PRPS Founder Donwan Harrell on Luxury Denim

Donwan Harrell’s career is the stuff of legends. After graduating from Virginia Commonweath University, he went to work for menswear designer Robert Stock, followed by DKNY and then Nike. He was promoted at Nike as the director of OTS and lived in Asia for five years designing World Cup and Olympic uniforms for the performance giant.

After his stint abroad, he returned to the U.S. to launch clothing company Akademiks——which he grew into a $130 million business before licensing the company out. In 2002, he founded his high-end denim company PRPS and has been there ever since designing denim that sells up to $1,200.

Rivet spoke with Harrell about the difference between premium, designer and luxury denim, the state of denim retail and where he continues to draw inspiration for his collections.

Rivet: Can you tell me about how you first got interested in design?
Harrell: I was a gigantic comic book consumer and an aficionado. I would always redesign the uniforms and decided to take that route with my clothing… It was quite natural for me because I had always been making clothing for my mom for the flea markets growing up.

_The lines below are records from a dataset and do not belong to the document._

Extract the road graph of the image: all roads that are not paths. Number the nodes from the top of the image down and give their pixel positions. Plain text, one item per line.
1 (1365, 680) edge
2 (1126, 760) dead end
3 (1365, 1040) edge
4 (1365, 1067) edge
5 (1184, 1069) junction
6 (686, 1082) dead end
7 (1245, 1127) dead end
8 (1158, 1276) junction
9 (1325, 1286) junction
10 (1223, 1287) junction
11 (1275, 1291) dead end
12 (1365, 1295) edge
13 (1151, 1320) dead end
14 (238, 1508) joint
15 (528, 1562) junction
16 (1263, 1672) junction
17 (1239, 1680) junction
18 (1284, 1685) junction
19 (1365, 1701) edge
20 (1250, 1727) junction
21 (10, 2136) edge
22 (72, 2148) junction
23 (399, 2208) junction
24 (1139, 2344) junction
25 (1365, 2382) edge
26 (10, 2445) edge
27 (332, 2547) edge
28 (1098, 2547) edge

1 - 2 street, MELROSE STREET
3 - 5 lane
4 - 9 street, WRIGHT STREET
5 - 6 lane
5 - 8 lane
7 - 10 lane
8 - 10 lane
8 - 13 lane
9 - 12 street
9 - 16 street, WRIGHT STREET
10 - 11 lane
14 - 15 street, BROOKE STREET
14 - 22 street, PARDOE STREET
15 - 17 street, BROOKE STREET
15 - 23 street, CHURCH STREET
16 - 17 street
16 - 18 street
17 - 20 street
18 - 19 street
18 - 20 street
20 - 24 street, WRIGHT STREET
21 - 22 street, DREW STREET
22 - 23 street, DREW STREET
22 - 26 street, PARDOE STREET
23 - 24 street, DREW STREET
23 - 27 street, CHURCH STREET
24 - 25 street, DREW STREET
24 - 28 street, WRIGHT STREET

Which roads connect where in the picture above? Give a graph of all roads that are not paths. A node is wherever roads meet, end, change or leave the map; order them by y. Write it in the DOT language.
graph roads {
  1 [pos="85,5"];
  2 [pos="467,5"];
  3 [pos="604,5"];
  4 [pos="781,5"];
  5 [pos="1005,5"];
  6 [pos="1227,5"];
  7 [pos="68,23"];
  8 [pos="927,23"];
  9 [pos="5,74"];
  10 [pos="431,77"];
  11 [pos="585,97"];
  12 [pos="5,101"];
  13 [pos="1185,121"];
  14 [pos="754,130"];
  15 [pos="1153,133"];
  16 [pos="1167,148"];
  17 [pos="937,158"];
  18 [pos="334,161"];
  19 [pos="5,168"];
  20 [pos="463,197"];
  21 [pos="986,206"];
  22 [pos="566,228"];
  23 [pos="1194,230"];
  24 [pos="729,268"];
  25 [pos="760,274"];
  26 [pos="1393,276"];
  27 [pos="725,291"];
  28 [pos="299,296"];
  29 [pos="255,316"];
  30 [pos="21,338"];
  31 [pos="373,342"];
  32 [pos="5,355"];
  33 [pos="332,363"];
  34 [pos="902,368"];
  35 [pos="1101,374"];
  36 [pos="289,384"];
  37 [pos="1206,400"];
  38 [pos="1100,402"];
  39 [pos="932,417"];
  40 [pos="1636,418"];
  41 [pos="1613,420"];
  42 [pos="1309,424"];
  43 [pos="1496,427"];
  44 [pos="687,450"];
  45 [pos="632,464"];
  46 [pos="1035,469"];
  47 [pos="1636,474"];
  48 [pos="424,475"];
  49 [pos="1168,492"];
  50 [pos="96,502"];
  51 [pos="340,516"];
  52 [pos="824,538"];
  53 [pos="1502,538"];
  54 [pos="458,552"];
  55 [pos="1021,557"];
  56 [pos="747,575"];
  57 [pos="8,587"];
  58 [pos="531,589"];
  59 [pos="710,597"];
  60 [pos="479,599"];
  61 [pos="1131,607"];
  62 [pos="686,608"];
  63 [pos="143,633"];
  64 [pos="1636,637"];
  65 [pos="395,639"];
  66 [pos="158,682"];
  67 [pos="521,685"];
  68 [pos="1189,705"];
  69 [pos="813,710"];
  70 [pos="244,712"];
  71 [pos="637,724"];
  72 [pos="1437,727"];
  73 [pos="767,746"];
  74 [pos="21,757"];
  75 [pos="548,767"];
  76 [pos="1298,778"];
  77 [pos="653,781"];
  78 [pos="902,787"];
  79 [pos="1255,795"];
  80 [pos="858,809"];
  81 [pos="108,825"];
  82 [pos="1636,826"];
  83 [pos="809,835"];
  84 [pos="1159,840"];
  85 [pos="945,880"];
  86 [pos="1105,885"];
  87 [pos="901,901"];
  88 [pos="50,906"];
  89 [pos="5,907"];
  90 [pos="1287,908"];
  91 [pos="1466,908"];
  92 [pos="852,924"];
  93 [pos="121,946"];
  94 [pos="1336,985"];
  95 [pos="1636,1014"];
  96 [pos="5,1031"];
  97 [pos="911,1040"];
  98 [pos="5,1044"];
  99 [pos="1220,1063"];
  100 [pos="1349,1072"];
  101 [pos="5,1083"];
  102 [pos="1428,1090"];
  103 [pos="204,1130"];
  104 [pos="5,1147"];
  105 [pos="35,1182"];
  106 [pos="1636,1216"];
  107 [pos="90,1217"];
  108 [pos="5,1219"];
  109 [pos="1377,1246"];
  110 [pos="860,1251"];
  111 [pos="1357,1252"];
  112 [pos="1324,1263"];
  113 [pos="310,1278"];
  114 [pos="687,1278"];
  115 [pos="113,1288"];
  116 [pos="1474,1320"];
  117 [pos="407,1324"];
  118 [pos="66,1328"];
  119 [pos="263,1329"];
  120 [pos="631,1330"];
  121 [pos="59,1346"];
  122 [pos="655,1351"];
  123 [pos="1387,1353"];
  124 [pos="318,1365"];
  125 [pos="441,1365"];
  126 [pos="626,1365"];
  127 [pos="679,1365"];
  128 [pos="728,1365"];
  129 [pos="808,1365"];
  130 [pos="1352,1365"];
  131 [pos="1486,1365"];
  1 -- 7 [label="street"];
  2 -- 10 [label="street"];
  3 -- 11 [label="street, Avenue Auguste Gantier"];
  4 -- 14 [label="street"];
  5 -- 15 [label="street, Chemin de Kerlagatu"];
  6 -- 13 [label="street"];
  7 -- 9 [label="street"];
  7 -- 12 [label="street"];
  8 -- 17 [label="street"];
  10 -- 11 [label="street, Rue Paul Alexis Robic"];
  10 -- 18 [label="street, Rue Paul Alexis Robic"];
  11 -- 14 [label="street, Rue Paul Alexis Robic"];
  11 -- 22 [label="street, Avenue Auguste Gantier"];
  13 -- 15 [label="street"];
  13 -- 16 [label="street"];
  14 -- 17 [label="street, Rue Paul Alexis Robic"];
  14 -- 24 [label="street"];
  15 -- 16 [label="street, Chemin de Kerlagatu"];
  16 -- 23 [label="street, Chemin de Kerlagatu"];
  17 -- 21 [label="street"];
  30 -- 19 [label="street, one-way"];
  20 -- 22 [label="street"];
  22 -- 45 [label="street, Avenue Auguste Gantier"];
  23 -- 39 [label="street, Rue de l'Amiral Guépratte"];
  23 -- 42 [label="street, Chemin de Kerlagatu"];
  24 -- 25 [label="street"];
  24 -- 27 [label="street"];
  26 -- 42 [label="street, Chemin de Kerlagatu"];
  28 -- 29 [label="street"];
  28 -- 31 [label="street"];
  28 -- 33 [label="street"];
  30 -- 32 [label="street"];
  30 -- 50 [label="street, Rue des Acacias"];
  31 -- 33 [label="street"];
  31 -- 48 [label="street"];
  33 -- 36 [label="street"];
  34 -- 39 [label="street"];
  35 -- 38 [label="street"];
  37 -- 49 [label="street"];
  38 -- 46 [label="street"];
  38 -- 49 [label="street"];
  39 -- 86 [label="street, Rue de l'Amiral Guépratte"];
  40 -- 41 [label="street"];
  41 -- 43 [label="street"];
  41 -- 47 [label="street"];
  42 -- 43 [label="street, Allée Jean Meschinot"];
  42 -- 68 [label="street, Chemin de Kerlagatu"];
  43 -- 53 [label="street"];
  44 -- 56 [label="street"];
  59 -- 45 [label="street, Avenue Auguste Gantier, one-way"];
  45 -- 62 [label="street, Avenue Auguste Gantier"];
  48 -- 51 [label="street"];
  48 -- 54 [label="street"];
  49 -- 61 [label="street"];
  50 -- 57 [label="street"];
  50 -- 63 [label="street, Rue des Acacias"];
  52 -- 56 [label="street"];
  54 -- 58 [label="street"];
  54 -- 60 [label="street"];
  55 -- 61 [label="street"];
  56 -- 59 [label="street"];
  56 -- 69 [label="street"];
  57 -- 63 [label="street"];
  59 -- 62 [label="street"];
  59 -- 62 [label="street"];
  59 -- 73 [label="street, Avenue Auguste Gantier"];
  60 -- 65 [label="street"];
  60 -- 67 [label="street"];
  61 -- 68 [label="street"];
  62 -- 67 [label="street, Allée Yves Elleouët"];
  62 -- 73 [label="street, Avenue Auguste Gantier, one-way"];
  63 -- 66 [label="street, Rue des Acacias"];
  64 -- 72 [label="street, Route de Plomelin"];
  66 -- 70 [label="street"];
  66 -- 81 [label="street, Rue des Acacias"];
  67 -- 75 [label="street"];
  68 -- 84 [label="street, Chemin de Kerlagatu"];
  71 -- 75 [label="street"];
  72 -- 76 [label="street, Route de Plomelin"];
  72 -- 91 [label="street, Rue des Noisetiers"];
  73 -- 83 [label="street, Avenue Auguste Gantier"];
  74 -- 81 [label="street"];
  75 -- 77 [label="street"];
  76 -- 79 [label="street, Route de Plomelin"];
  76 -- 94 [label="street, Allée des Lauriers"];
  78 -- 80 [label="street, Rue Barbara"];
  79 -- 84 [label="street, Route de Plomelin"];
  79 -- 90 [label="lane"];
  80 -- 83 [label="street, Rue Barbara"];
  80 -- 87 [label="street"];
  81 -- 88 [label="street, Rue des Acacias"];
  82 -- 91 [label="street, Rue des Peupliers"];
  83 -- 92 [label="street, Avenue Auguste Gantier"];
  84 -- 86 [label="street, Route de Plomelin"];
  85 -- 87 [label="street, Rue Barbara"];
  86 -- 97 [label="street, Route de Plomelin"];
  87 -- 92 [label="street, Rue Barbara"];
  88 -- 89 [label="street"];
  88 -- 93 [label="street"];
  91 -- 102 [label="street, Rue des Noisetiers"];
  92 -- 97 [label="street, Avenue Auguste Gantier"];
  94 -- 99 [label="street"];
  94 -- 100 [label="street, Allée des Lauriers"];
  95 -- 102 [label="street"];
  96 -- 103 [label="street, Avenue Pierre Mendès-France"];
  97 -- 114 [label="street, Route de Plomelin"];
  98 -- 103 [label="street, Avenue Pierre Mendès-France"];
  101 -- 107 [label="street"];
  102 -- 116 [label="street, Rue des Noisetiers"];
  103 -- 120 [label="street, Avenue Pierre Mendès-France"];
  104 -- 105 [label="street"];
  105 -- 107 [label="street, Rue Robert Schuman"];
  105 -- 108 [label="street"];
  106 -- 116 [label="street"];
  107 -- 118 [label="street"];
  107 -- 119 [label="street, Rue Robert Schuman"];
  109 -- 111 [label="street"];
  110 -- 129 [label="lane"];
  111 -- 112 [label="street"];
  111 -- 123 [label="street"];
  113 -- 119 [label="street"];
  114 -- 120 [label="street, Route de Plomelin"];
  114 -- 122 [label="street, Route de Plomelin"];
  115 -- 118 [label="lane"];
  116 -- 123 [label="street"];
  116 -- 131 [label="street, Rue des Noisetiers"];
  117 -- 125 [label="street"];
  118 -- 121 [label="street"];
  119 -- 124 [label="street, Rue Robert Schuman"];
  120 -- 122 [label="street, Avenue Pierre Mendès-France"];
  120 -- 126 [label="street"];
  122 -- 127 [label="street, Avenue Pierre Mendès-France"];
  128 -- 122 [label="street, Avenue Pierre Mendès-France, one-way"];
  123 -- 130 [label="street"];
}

That was pretty much how I started. I had a bit of an affinity for it. I proceeded doing it for a living.

Rivet: What was it like going from activewear to high fashion?
Harrell: I am a firm believer——like a good chef, you can cook a little Chinese, a little Greek, a little American, a little Italian——that as a designer, you should be able to do a little bit of all things. It doesn’t matter if it’s dress up, women’s, men’s, active, leisure, or what have you. I think that one should test themselves in all fields of clothing because it will make you better capable of doing your job. Because switching on, switching off to different vignettes within the collection was actually beneficial in doing on a full collection, which I do today.

Related Story

Rivet: Do you find both high fashion and activewear overlap?
Harrell: It all depends on how you look at it. It’s easy to say that high fashion is where the trends start, but a lot of times, it actually starts in the street first. How you merchandise certain things starts in the street. And how it’s displayed. Sometimes how the general public sees it starts in high fashion, but a lot of things actually start on the street first and trickles its way into Middle America and what have you. But you have to look at both. You have to look at both simultaneously to understand what’s going on.